Collected data
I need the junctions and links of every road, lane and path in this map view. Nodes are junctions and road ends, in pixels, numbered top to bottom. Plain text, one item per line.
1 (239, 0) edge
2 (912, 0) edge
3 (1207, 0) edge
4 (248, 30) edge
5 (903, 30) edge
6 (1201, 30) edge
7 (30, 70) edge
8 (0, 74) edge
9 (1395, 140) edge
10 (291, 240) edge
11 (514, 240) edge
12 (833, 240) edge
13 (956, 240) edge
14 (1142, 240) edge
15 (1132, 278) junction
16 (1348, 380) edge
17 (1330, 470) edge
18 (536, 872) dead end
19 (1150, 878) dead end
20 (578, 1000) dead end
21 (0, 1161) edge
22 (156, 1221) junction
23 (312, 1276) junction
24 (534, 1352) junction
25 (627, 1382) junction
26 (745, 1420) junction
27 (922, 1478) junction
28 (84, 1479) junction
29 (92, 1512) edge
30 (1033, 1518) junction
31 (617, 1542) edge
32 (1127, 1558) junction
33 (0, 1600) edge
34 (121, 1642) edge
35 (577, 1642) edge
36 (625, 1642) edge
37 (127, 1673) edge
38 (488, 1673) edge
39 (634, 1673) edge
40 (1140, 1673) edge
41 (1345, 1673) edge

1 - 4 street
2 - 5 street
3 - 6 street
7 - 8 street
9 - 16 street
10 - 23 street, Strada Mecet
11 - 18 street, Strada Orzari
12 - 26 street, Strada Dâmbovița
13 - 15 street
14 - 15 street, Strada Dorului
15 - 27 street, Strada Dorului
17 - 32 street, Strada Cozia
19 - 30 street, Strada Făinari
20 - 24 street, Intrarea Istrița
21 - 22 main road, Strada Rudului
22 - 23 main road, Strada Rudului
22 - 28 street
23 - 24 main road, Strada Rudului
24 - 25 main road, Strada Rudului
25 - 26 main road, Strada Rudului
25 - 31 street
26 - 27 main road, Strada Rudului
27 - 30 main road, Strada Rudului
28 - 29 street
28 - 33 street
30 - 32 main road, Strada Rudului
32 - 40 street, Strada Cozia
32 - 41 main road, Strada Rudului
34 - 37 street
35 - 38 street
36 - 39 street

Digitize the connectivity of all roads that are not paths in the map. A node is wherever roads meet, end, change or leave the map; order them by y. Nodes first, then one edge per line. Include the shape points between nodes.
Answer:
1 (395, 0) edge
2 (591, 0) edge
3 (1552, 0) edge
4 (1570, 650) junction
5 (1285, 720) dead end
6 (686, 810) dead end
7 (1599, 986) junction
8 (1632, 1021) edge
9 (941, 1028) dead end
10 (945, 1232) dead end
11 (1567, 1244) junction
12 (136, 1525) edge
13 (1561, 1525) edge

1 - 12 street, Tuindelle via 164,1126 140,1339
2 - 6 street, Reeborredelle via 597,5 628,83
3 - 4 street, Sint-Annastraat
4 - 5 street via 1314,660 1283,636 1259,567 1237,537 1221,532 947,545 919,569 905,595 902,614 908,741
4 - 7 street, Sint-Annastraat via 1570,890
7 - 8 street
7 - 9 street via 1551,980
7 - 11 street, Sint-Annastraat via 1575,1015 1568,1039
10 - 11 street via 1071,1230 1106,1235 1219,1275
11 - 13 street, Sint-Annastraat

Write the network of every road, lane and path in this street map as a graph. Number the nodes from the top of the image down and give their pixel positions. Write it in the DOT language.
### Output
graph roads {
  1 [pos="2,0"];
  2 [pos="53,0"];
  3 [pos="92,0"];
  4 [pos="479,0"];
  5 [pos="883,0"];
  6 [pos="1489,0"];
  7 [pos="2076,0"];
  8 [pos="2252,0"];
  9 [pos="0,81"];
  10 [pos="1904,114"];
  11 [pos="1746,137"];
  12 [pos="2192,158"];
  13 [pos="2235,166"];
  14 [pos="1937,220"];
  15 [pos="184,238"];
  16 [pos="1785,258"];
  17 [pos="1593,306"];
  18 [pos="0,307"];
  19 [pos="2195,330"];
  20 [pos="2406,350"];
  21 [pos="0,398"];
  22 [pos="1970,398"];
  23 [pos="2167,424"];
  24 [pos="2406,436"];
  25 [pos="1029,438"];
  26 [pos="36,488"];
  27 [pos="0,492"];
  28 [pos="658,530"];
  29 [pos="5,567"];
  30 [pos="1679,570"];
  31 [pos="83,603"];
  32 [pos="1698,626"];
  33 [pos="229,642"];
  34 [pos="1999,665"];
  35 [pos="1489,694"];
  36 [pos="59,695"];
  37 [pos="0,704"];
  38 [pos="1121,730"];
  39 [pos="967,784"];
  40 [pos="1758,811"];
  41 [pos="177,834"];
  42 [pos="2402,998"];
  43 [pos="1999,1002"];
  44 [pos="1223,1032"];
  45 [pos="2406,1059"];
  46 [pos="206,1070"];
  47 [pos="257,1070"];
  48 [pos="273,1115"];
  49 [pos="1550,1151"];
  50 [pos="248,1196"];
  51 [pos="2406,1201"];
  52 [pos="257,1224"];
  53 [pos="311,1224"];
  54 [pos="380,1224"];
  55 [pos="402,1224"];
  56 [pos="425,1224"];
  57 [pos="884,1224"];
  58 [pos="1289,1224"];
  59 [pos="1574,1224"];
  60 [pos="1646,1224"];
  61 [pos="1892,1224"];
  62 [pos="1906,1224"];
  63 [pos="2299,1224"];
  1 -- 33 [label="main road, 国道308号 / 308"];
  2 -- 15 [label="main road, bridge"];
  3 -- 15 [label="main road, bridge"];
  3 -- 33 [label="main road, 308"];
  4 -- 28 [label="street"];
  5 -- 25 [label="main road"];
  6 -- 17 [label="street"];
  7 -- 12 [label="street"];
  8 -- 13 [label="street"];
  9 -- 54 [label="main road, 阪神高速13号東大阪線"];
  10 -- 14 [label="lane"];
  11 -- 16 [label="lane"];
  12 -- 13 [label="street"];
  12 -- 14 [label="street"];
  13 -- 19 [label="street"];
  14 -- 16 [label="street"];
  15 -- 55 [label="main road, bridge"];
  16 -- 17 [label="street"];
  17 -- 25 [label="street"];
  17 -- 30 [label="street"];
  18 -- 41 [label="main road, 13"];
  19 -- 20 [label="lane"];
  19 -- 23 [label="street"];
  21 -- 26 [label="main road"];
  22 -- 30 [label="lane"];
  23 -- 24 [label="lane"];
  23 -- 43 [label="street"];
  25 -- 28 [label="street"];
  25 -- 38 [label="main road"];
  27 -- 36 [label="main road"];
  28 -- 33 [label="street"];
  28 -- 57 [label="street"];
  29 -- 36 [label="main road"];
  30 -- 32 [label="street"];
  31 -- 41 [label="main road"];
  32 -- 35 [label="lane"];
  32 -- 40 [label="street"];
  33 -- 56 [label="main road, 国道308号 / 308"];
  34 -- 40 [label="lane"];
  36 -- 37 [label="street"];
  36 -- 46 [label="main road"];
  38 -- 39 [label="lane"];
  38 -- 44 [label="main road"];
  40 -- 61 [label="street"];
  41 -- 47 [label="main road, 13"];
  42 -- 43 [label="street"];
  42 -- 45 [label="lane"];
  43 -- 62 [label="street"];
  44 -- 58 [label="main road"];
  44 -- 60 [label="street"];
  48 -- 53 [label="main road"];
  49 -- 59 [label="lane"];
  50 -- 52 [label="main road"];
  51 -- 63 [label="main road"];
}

__TASK BRIEF__. Nothing in the data may be omitted; transcribe it exactly.

__RESULT OF THE TASK__.
I need the junctions and links of every road, lane and path in this map view. Nodes are junctions and road ends, in pixels, numbered top to bottom. Plain text, one item per line.
1 (239, 0) edge
2 (912, 0) edge
3 (1207, 0) edge
4 (248, 30) edge
5 (903, 30) edge
6 (1201, 30) edge
7 (30, 70) edge
8 (0, 74) edge
9 (1395, 140) edge
10 (291, 240) edge
11 (514, 240) edge
12 (833, 240) edge
13 (956, 240) edge
14 (1142, 240) edge
15 (1132, 278) junction
16 (1348, 380) edge
17 (1330, 470) edge
18 (536, 872) dead end
19 (1150, 878) dead end
20 (578, 1000) dead end
21 (0, 1161) edge
22 (156, 1221) junction
23 (312, 1276) junction
24 (534, 1352) junction
25 (627, 1382) junction
26 (745, 1420) junction
27 (922, 1478) junction
28 (84, 1479) junction
29 (92, 1512) edge
30 (1033, 1518) junction
31 (617, 1542) edge
32 (1127, 1558) junction
33 (0, 1600) edge
34 (121, 1642) edge
35 (577, 1642) edge
36 (625, 1642) edge
37 (127, 1673) edge
38 (488, 1673) edge
39 (634, 1673) edge
40 (1140, 1673) edge
41 (1345, 1673) edge

1 - 4 street
2 - 5 street
3 - 6 street
7 - 8 street
9 - 16 street
10 - 23 street, Strada Mecet
11 - 18 street, Strada Orzari
12 - 26 street, Strada Dâmbovița
13 - 15 street
14 - 15 street, Strada Dorului
15 - 27 street, Strada Dorului
17 - 32 street, Strada Cozia
19 - 30 street, Strada Făinari
20 - 24 street, Intrarea Istrița
21 - 22 main road, Strada Rudului
22 - 23 main road, Strada Rudului
22 - 28 street
23 - 24 main road, Strada Rudului
24 - 25 main road, Strada Rudului
25 - 26 main road, Strada Rudului
25 - 31 street
26 - 27 main road, Strada Rudului
27 - 30 main road, Strada Rudului
28 - 29 street
28 - 33 street
30 - 32 main road, Strada Rudului
32 - 40 street, Strada Cozia
32 - 41 main road, Strada Rudului
34 - 37 street
35 - 38 street
36 - 39 street

Digitize the connectivity of all roads that are not paths in the map. A node is wherever roads meet, end, change or leave the map; order them by y. Nodes first, then one edge per line. Include the shape points between nodes.
Answer:
1 (395, 0) edge
2 (591, 0) edge
3 (1552, 0) edge
4 (1570, 650) junction
5 (1285, 720) dead end
6 (686, 810) dead end
7 (1599, 986) junction
8 (1632, 1021) edge
9 (941, 1028) dead end
10 (945, 1232) dead end
11 (1567, 1244) junction
12 (136, 1525) edge
13 (1561, 1525) edge

1 - 12 street, Tuindelle via 164,1126 140,1339
2 - 6 street, Reeborredelle via 597,5 628,83
3 - 4 street, Sint-Annastraat
4 - 5 street via 1314,660 1283,636 1259,567 1237,537 1221,532 947,545 919,569 905,595 902,614 908,741
4 - 7 street, Sint-Annastraat via 1570,890
7 - 8 street
7 - 9 street via 1551,980
7 - 11 street, Sint-Annastraat via 1575,1015 1568,1039
10 - 11 street via 1071,1230 1106,1235 1219,1275
11 - 13 street, Sint-Annastraat

Write the network of every road, lane and path in this street map as a graph. Number the nodes from the top of the image down and give their pixel positions. Write it in the DOT language.
### Output
graph roads {
  1 [pos="2,0"];
  2 [pos="53,0"];
  3 [pos="92,0"];
  4 [pos="479,0"];
  5 [pos="883,0"];
  6 [pos="1489,0"];
  7 [pos="2076,0"];
  8 [pos="2252,0"];
  9 [pos="0,81"];
  10 [pos="1904,114"];
  11 [pos="1746,137"];
  12 [pos="2192,158"];
  13 [pos="2235,166"];
  14 [pos="1937,220"];
  15 [pos="184,238"];
  16 [pos="1785,258"];
  17 [pos="1593,306"];
  18 [pos="0,307"];
  19 [pos="2195,330"];
  20 [pos="2406,350"];
  21 [pos="0,398"];
  22 [pos="1970,398"];
  23 [pos="2167,424"];
  24 [pos="2406,436"];
  25 [pos="1029,438"];
  26 [pos="36,488"];
  27 [pos="0,492"];
  28 [pos="658,530"];
  29 [pos="5,567"];
  30 [pos="1679,570"];
  31 [pos="83,603"];
  32 [pos="1698,626"];
  33 [pos="229,642"];
  34 [pos="1999,665"];
  35 [pos="1489,694"];
  36 [pos="59,695"];
  37 [pos="0,704"];
  38 [pos="1121,730"];
  39 [pos="967,784"];
  40 [pos="1758,811"];
  41 [pos="177,834"];
  42 [pos="2402,998"];
  43 [pos="1999,1002"];
  44 [pos="1223,1032"];
  45 [pos="2406,1059"];
  46 [pos="206,1070"];
  47 [pos="257,1070"];
  48 [pos="273,1115"];
  49 [pos="1550,1151"];
  50 [pos="248,1196"];
  51 [pos="2406,1201"];
  52 [pos="257,1224"];
  53 [pos="311,1224"];
  54 [pos="380,1224"];
  55 [pos="402,1224"];
  56 [pos="425,1224"];
  57 [pos="884,1224"];
  58 [pos="1289,1224"];
  59 [pos="1574,1224"];
  60 [pos="1646,1224"];
  61 [pos="1892,1224"];
  62 [pos="1906,1224"];
  63 [pos="2299,1224"];
  1 -- 33 [label="main road, 国道308号 / 308"];
  2 -- 15 [label="main road, bridge"];
  3 -- 15 [label="main road, bridge"];
  3 -- 33 [label="main road, 308"];
  4 -- 28 [label="street"];
  5 -- 25 [label="main road"];
  6 -- 17 [label="street"];
  7 -- 12 [label="street"];
  8 -- 13 [label="street"];
  9 -- 54 [label="main road, 阪神高速13号東大阪線"];
  10 -- 14 [label="lane"];
  11 -- 16 [label="lane"];
  12 -- 13 [label="street"];
  12 -- 14 [label="street"];
  13 -- 19 [label="street"];
  14 -- 16 [label="street"];
  15 -- 55 [label="main road, bridge"];
  16 -- 17 [label="street"];
  17 -- 25 [label="street"];
  17 -- 30 [label="street"];
  18 -- 41 [label="main road, 13"];
  19 -- 20 [label="lane"];
  19 -- 23 [label="street"];
  21 -- 26 [label="main road"];
  22 -- 30 [label="lane"];
  23 -- 24 [label="lane"];
  23 -- 43 [label="street"];
  25 -- 28 [label="street"];
  25 -- 38 [label="main road"];
  27 -- 36 [label="main road"];
  28 -- 33 [label="street"];
  28 -- 57 [label="street"];
  29 -- 36 [label="main road"];
  30 -- 32 [label="street"];
  31 -- 41 [label="main road"];
  32 -- 35 [label="lane"];
  32 -- 40 [label="street"];
  33 -- 56 [label="main road, 国道308号 / 308"];
  34 -- 40 [label="lane"];
  36 -- 37 [label="street"];
  36 -- 46 [label="main road"];
  38 -- 39 [label="lane"];
  38 -- 44 [label="main road"];
  40 -- 61 [label="street"];
  41 -- 47 [label="main road, 13"];
  42 -- 43 [label="street"];
  42 -- 45 [label="lane"];
  43 -- 62 [label="street"];
  44 -- 58 [label="main road"];
  44 -- 60 [label="street"];
  48 -- 53 [label="main road"];
  49 -- 59 [label="lane"];
  50 -- 52 [label="main road"];
  51 -- 63 [label="main road"];
}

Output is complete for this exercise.